Member of the House of Lords
- Lord Temporal
- Life peerage 17 February 1995 – 28 February 2025

Personal details
- Born: Elizabeth Margaret Bennett 4 June 1940 (age 86)
- Spouse: John Smith ​ ​(m. 1967; died 1994)​
- Children: 3, including Sarah and Catherine
- Alma mater: University of Glasgow

= Elizabeth Smith, Baroness Smith of Gilmorehill =

British politician and arts patron (born 1940)

Elizabeth Margaret Smith, Baroness Smith of Gilmorehill, (born 4 June 1940), is a British peer and patron of the arts. She is the widow of John Smith, who led the Labour Party from 1992 to 1994.

Born Elizabeth Margaret Bennett, Smith was educated at Hutchesons' Girls Grammar School and the University of Glasgow.

Baroness Smith is the president of Scottish Opera and served as the chairman of the Edinburgh Festival Fringe from 1995 to 2012. She is also a governor of the English-Speaking Union and a board member of the Centre for European Reform. Within a year of her husband's death, she was created a life peer as Baroness Smith of Gilmorehill, of Gilmorehill in the District of the City of Glasgow on 17 February 1995. From 1998 to 2001, she served as president of Birkbeck College, University of London. In 2002, she was elected a fellow of Birkbeck, one of the college's highest honours.
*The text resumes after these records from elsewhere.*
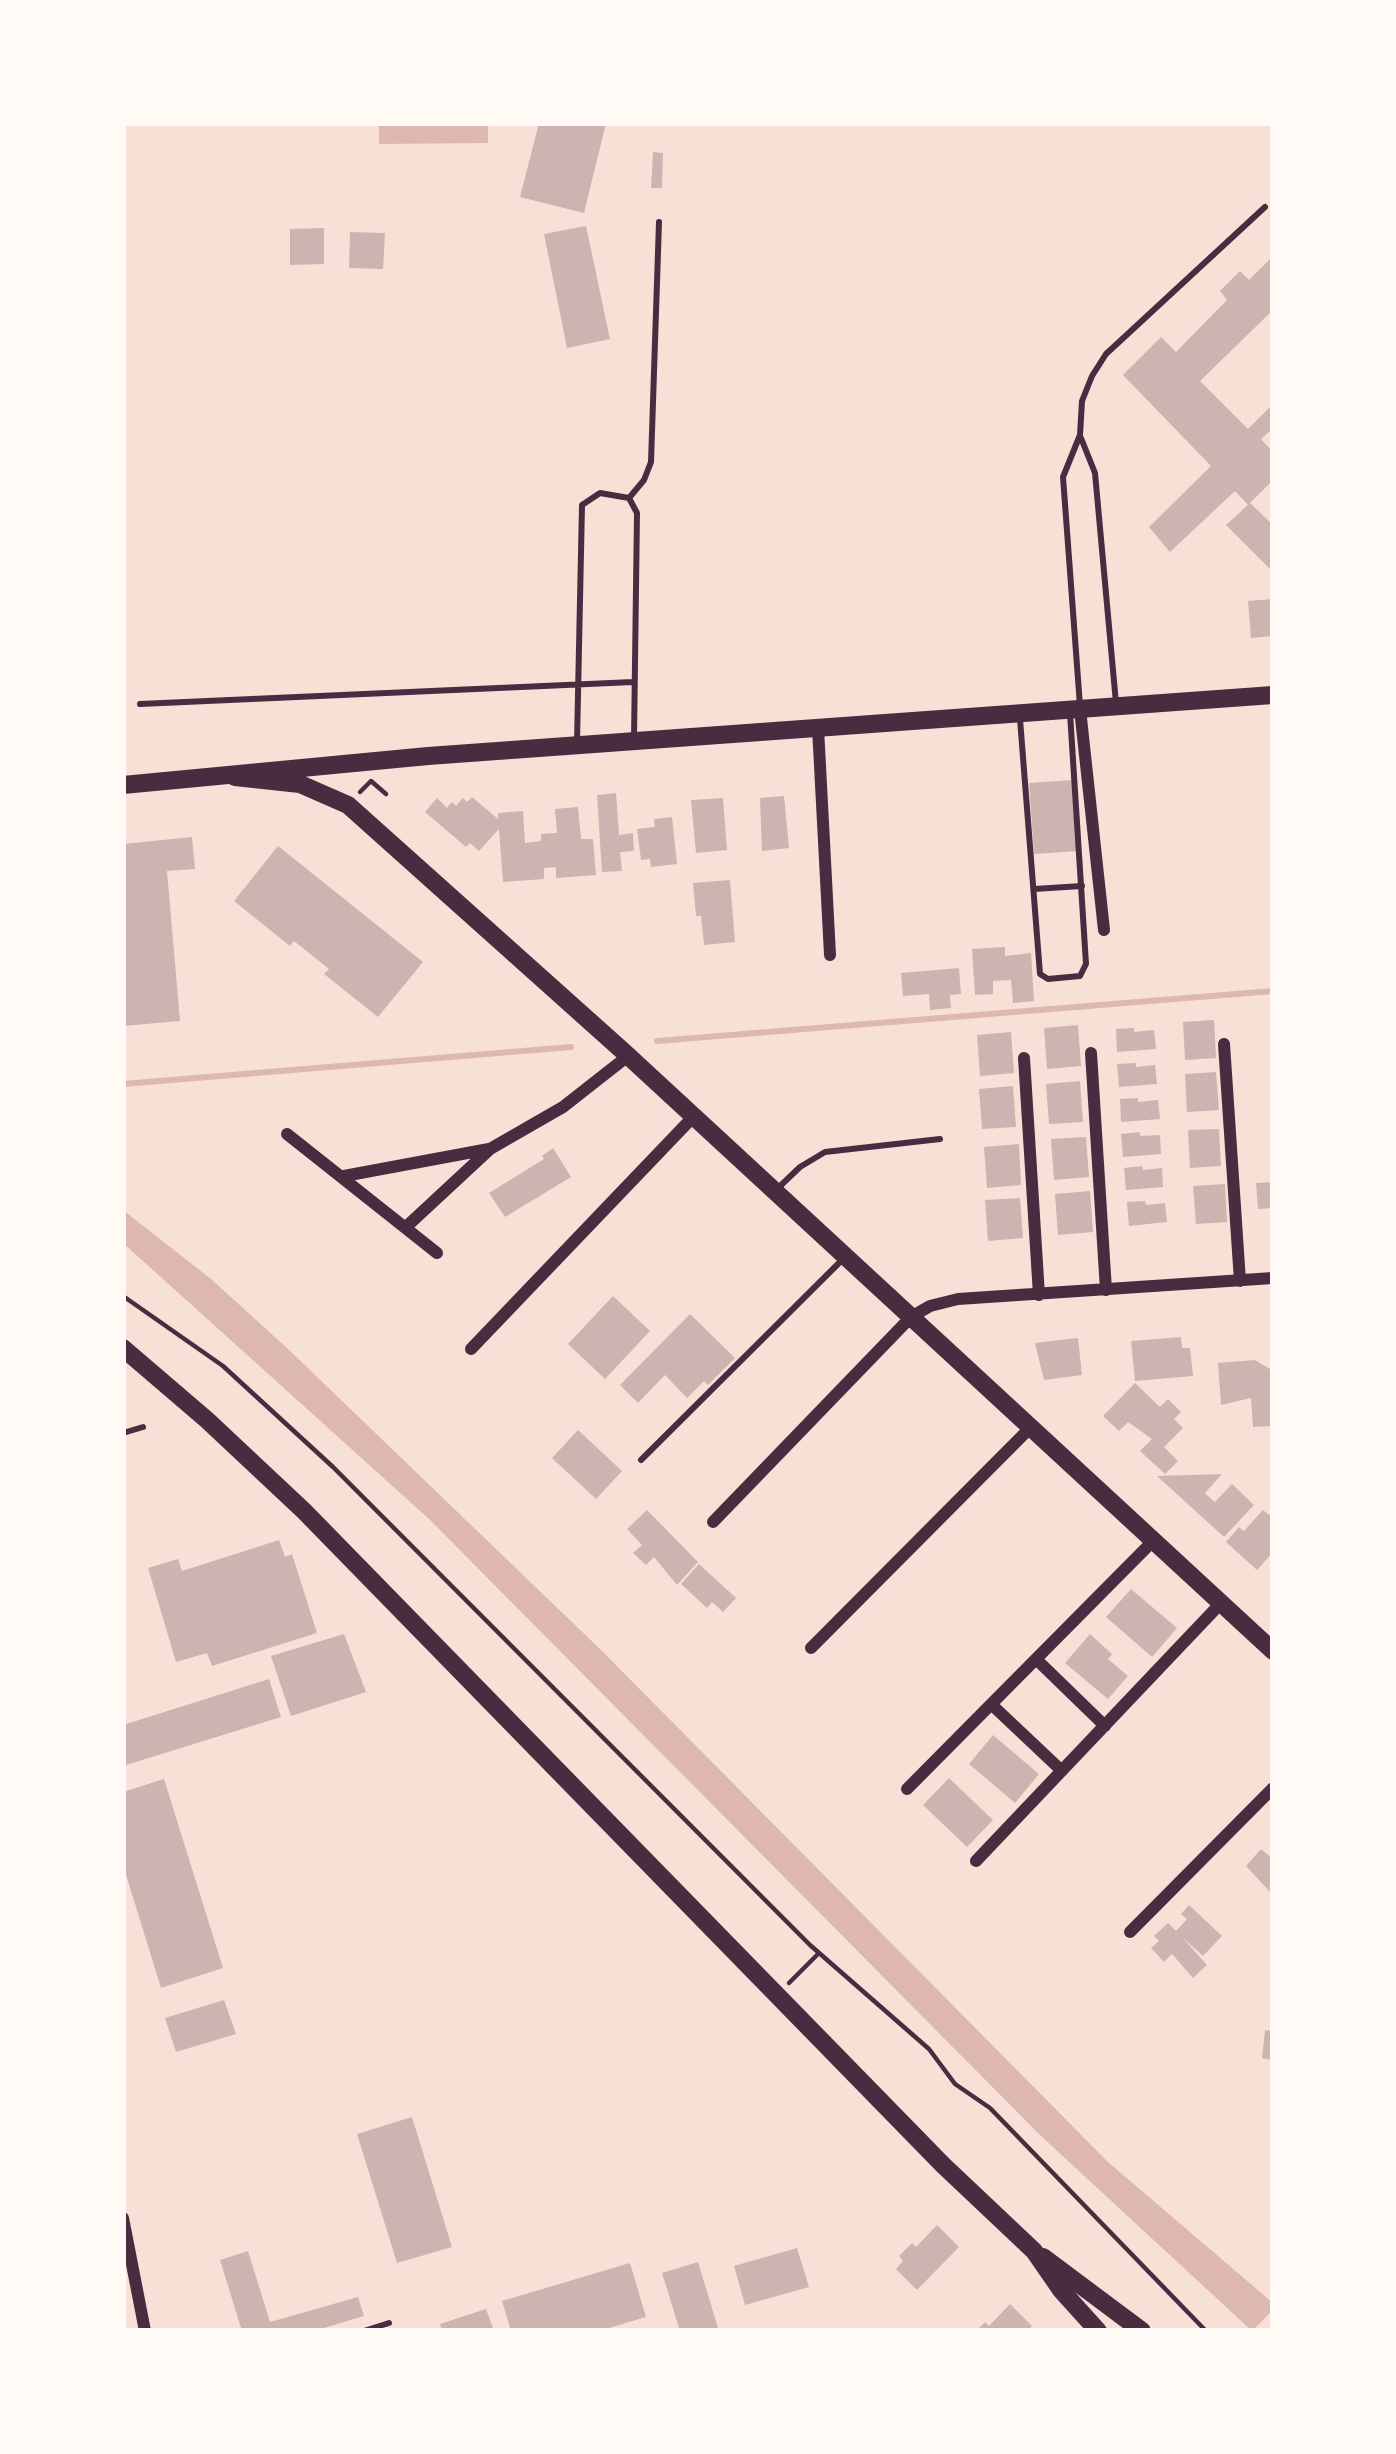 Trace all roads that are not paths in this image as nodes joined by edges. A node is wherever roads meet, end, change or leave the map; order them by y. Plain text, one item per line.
1 (1265, 207) dead end
2 (659, 222) dead end
3 (1080, 434) junction
4 (629, 498) junction
5 (633, 682) junction
6 (575, 683) junction
7 (1273, 694) edge
8 (140, 704) dead end
9 (1116, 706) junction
10 (1075, 709) junction
11 (1020, 713) junction
12 (818, 728) junction
13 (634, 742) junction
14 (577, 746) junction
15 (235, 777) junction
16 (123, 785) edge
17 (1082, 886) junction
18 (1034, 889) junction
19 (1104, 930) dead end
20 (830, 955) dead end
21 (1224, 1044) dead end
22 (1091, 1053) dead end
23 (626, 1054) junction
24 (1024, 1058) dead end
25 (694, 1116) junction
26 (287, 1134) dead end
27 (940, 1139) dead end
28 (490, 1149) junction
29 (344, 1176) junction
30 (775, 1191) junction
31 (406, 1227) junction
32 (436, 1253) dead end
33 (846, 1256) junction
34 (1273, 1278) edge
35 (1240, 1280) junction
36 (1106, 1290) junction
37 (1039, 1295) junction
38 (911, 1317) junction
39 (123, 1348) edge
40 (471, 1349) dead end
41 (143, 1427) dead end
42 (1031, 1427) junction
43 (123, 1433) edge
44 (641, 1460) dead end
45 (713, 1522) dead end
46 (1153, 1540) junction
47 (1221, 1604) junction
48 (811, 1648) dead end
49 (1273, 1652) edge
50 (1036, 1659) junction
51 (991, 1704) junction
52 (1105, 1726) junction
53 (1062, 1772) junction
54 (1273, 1788) edge
55 (907, 1789) dead end
56 (976, 1862) dead end
57 (1130, 1932) dead end
58 (123, 2218) edge
59 (1034, 2251) junction
60 (388, 2323) dead end
61 (145, 2331) edge
62 (364, 2331) edge
63 (1097, 2331) edge
64 (1142, 2331) edge

1 - 3 lane
2 - 4 lane
3 - 9 lane
3 - 10 lane
4 - 5 lane
4 - 6 lane
5 - 6 lane
5 - 13 lane
6 - 8 lane
6 - 14 lane
7 - 9 main road
9 - 10 main road
10 - 11 main road
10 - 17 lane
10 - 19 street
11 - 12 main road
11 - 18 lane
12 - 13 main road
12 - 20 street
13 - 14 main road
14 - 15 main road
15 - 16 main road
15 - 23 main road
17 - 18 lane
17 - 18 lane
21 - 35 street
22 - 36 street
23 - 25 main road
23 - 28 street
24 - 37 street
25 - 30 main road
25 - 40 street
26 - 29 street
27 - 30 lane
28 - 29 street
28 - 31 street
29 - 31 street
30 - 33 main road
31 - 32 street
33 - 38 main road
33 - 44 lane
34 - 35 street
35 - 36 street
36 - 37 street
37 - 38 street
38 - 42 main road
38 - 45 street
39 - 59 main road
41 - 43 lane
42 - 46 main road
42 - 48 street
46 - 47 main road
46 - 50 street
47 - 49 main road
47 - 52 street
50 - 51 street
50 - 52 street
51 - 53 street
51 - 55 street
52 - 53 street
53 - 56 street
54 - 57 street
58 - 61 street
59 - 63 main road
59 - 64 main road
60 - 62 lane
Smith retired from the House of Lords in February 2025, having not spoken in the Lords chamber since 1999.

Smith received an Honorary Doctorate from Heriot-Watt University in 1998.

She has three daughters, including Sarah Smith, who is the BBC News North America Editor, and Catherine Smith, who is Advocate General for Scotland.